== What is needed ==
Scan the entries for lines with "paths" and say how many there are, with nothing more.

== Provided records ==
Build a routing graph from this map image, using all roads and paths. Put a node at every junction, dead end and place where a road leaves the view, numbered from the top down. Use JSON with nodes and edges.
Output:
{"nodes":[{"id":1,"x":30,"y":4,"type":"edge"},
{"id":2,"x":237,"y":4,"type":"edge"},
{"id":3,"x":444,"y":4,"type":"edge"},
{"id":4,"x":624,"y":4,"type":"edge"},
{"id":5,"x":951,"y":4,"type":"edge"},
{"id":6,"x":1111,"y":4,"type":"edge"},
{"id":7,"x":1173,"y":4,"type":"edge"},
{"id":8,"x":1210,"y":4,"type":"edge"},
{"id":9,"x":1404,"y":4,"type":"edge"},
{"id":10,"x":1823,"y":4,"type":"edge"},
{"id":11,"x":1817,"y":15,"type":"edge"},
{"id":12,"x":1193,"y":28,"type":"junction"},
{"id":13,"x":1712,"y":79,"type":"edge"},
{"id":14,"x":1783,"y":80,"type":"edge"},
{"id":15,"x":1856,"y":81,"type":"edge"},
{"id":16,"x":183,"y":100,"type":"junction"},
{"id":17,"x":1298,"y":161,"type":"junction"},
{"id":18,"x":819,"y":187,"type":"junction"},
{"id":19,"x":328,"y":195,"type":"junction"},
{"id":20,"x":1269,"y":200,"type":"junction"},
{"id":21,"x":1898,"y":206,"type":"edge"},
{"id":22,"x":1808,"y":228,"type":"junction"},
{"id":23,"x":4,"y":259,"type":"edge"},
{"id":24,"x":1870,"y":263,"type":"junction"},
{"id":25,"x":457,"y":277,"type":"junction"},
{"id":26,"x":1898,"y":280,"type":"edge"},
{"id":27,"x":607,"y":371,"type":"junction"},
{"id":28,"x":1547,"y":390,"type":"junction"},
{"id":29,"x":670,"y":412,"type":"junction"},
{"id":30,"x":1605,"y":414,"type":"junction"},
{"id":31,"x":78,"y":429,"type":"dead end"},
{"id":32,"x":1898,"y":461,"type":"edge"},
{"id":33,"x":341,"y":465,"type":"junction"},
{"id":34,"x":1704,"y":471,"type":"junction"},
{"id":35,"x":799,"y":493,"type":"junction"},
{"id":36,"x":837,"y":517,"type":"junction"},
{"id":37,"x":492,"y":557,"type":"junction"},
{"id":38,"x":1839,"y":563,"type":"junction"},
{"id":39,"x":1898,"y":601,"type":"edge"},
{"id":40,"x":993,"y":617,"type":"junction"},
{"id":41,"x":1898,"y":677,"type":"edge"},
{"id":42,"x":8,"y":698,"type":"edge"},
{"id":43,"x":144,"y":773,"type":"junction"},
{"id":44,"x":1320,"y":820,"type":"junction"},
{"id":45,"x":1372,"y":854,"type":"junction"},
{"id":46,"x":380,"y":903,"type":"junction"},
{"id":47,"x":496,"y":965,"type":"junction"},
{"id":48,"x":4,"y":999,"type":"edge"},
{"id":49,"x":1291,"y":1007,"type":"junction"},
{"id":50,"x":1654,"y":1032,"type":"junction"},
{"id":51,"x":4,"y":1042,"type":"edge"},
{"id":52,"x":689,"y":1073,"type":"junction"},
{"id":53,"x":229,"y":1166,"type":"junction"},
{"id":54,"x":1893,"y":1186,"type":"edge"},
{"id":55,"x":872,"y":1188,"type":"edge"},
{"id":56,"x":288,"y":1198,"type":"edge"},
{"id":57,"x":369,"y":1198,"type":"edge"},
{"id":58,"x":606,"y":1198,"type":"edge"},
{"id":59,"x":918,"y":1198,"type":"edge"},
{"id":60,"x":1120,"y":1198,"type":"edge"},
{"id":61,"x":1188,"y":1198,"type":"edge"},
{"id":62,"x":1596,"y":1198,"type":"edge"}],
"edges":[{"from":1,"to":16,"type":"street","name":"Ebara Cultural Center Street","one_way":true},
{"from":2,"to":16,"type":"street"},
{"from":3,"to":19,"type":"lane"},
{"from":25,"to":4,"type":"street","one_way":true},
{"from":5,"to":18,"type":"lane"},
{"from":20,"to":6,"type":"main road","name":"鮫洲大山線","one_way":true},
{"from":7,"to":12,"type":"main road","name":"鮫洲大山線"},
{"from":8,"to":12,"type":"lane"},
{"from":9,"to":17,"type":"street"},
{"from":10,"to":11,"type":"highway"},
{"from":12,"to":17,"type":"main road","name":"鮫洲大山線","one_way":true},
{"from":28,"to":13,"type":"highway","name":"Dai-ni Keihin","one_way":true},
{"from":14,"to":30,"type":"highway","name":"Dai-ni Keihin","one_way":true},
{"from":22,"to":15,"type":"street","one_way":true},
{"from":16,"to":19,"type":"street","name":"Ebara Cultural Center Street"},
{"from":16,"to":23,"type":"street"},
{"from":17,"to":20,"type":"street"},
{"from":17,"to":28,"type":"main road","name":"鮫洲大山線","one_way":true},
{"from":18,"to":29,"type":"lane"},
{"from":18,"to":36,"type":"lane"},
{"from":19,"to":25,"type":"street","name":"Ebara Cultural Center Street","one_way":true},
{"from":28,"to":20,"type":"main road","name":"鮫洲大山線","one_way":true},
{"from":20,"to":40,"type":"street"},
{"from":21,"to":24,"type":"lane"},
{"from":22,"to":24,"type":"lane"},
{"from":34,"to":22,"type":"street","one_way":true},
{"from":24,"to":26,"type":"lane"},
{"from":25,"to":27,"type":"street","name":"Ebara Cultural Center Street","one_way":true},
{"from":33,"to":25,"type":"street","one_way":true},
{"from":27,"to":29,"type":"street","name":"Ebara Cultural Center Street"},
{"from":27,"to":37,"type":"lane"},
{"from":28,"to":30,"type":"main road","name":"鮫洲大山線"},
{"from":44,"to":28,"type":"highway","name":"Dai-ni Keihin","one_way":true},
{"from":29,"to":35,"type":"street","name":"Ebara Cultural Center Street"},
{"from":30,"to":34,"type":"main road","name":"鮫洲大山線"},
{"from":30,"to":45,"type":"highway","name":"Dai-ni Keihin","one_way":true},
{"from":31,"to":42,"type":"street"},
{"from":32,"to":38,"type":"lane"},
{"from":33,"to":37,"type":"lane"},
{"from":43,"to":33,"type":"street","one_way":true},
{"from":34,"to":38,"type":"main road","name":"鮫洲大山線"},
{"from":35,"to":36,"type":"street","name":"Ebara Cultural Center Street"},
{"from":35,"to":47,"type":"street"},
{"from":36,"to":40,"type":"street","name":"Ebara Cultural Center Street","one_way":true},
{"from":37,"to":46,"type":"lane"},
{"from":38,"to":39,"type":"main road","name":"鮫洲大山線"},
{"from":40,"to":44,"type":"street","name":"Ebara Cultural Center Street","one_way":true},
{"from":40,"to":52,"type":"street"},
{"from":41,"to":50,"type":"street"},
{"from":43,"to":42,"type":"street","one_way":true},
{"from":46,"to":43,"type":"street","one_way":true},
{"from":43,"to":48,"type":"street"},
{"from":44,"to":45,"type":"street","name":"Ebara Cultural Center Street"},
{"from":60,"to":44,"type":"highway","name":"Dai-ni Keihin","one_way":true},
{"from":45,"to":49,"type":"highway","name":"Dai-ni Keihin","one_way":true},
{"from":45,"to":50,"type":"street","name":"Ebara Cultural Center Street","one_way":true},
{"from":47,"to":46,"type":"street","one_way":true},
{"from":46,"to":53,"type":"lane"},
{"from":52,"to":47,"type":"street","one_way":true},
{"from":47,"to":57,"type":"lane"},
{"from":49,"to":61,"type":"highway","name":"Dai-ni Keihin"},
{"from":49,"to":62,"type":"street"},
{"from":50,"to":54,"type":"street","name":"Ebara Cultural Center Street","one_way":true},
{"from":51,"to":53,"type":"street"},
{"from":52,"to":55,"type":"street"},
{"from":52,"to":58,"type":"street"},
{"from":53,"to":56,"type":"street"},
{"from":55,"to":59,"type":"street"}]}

--

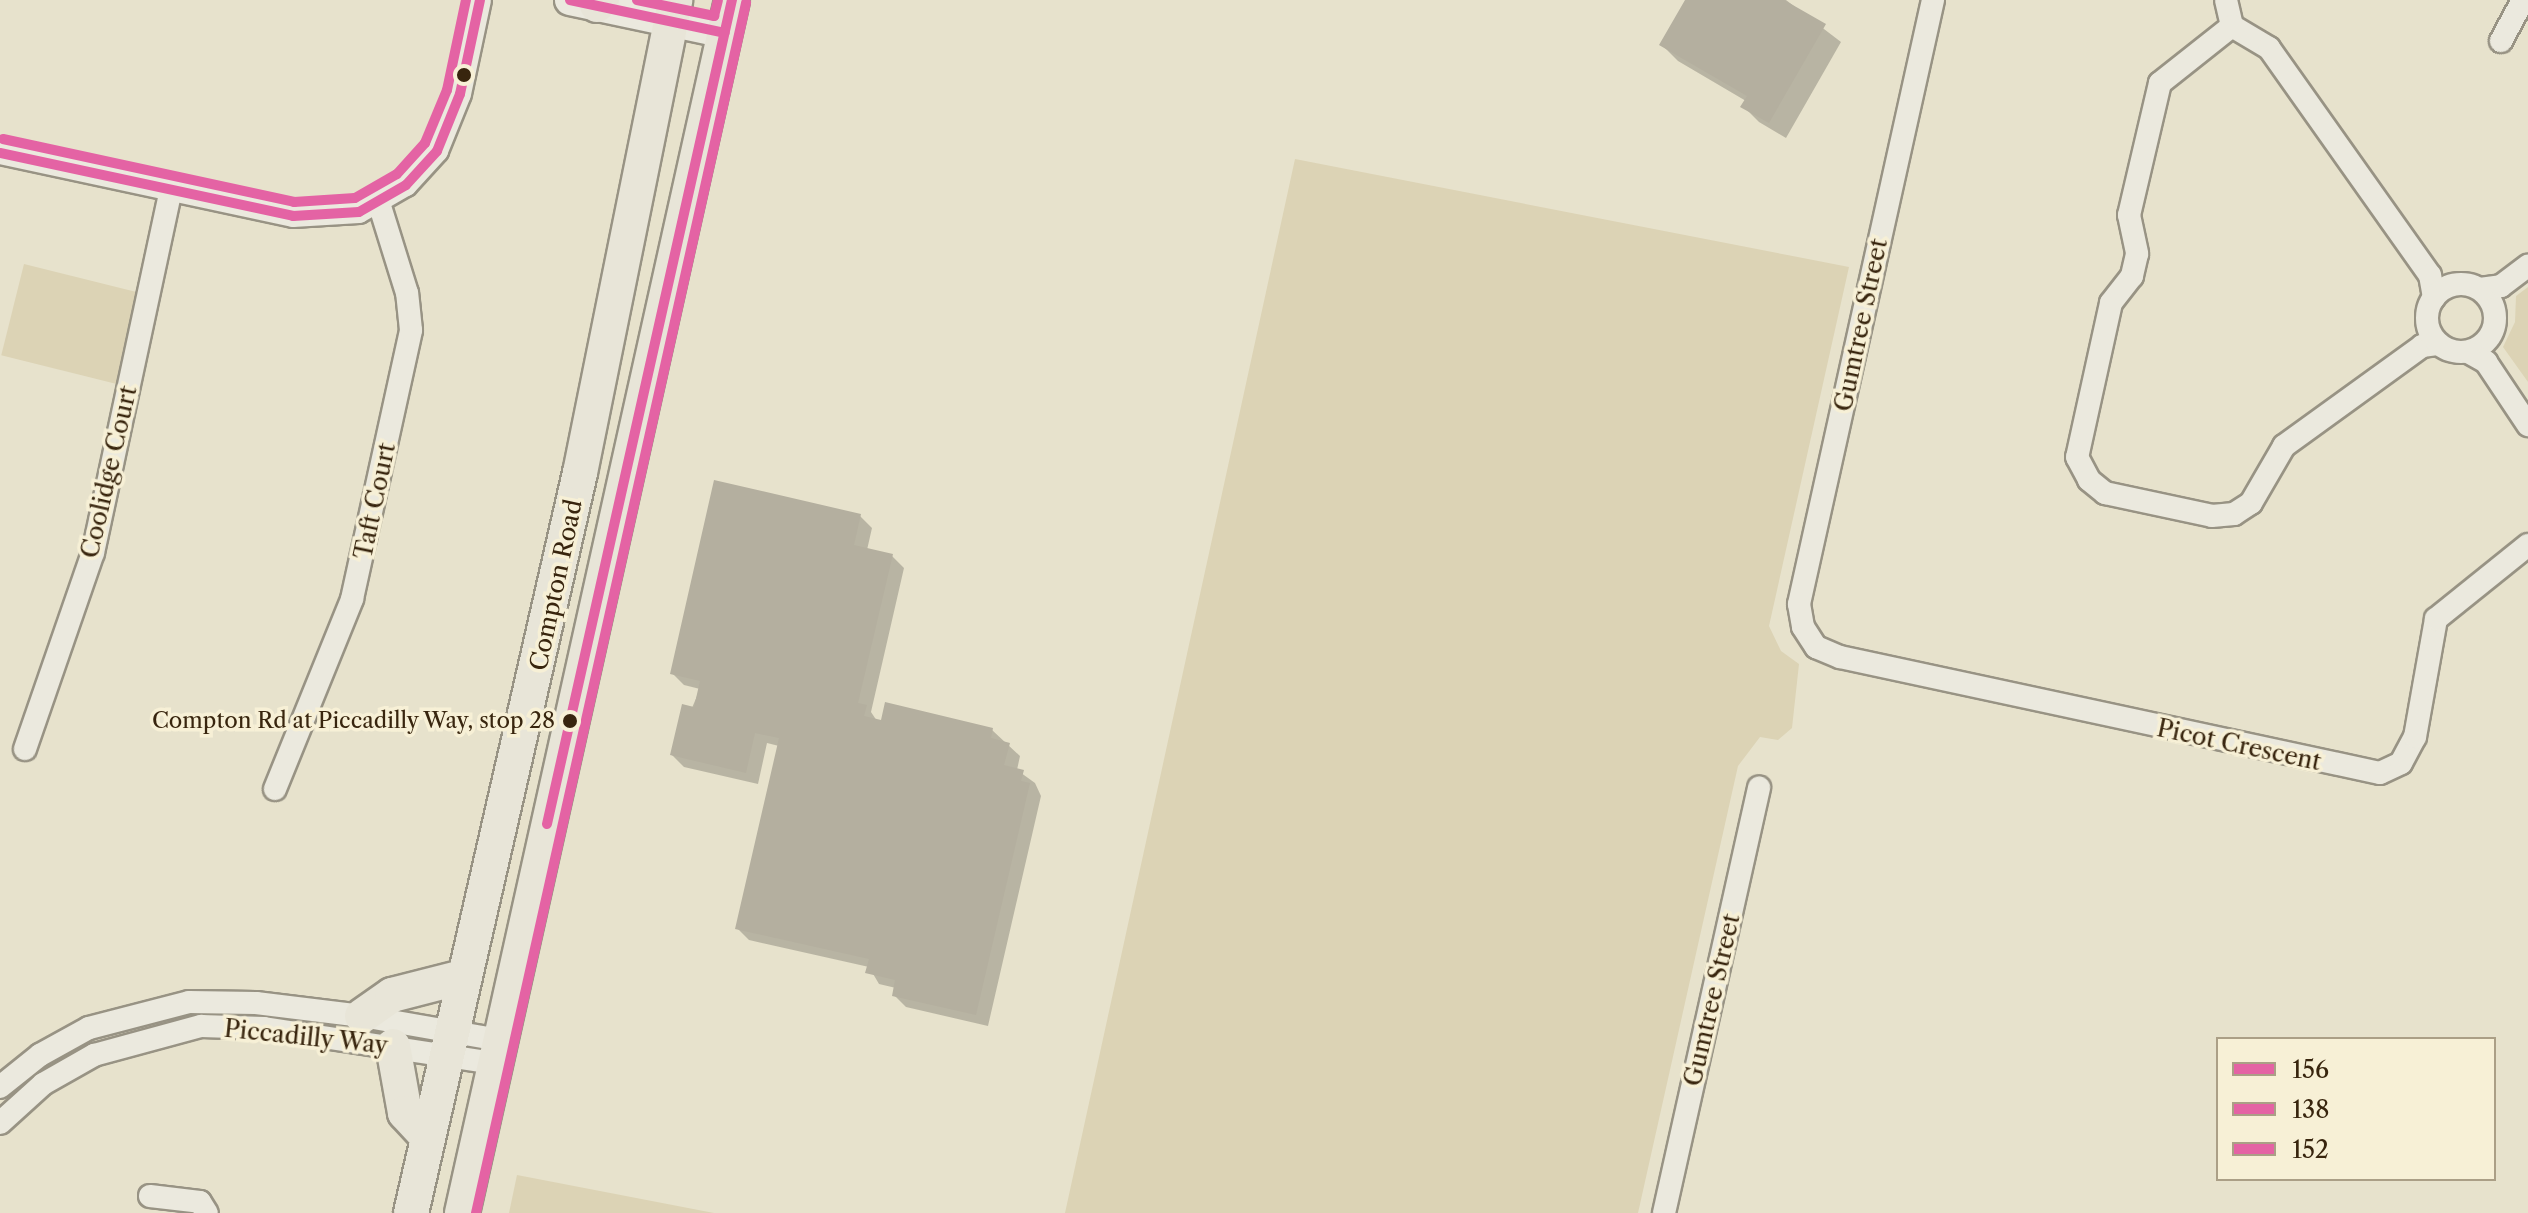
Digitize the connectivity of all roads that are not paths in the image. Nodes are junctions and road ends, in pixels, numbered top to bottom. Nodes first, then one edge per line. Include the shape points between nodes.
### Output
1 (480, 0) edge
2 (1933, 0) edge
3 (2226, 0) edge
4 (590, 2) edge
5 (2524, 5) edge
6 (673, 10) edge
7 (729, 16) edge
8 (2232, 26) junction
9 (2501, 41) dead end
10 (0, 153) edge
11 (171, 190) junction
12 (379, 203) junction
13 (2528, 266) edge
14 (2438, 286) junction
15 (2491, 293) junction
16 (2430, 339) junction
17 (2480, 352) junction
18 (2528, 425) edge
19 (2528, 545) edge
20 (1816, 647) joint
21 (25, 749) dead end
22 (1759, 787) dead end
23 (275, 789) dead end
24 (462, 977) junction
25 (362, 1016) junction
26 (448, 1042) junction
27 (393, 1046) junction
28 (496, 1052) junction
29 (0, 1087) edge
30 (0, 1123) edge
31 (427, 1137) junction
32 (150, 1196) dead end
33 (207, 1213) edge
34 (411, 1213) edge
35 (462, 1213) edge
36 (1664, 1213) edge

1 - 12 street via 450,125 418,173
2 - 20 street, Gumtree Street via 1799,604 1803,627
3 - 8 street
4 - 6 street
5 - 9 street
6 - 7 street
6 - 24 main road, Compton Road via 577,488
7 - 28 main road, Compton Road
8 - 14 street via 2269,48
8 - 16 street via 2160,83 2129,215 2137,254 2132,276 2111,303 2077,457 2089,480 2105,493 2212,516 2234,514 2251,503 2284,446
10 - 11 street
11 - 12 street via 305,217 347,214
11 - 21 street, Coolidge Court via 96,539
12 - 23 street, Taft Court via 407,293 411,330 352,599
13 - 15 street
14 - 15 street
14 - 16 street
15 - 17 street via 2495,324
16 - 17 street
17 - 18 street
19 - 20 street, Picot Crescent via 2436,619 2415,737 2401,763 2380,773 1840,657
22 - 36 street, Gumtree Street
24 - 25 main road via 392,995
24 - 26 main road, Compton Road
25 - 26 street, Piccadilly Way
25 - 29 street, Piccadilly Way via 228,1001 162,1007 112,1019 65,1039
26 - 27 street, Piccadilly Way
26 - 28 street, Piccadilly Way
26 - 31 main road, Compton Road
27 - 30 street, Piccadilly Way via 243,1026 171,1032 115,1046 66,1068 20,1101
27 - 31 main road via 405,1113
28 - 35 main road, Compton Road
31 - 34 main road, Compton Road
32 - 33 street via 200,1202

==

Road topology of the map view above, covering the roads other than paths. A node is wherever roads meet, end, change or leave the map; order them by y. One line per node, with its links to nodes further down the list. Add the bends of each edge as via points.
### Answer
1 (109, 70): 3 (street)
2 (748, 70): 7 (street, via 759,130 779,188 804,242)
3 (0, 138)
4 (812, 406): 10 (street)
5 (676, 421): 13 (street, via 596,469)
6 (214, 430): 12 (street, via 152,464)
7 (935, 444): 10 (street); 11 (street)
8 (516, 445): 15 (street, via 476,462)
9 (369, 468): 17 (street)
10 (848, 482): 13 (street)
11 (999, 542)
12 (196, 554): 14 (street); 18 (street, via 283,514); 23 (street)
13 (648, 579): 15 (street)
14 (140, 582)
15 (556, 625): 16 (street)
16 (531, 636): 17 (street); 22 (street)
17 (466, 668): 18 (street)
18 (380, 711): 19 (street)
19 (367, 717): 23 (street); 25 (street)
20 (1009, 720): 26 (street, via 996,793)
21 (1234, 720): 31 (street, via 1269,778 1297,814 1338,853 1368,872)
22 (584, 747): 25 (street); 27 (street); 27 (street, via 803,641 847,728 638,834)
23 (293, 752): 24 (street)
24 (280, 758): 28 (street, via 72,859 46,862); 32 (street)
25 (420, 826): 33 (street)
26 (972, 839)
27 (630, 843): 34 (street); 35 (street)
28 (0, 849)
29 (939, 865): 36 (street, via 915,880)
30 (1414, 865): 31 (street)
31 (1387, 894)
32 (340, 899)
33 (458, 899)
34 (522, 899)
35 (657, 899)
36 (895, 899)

== Exercise result ==
3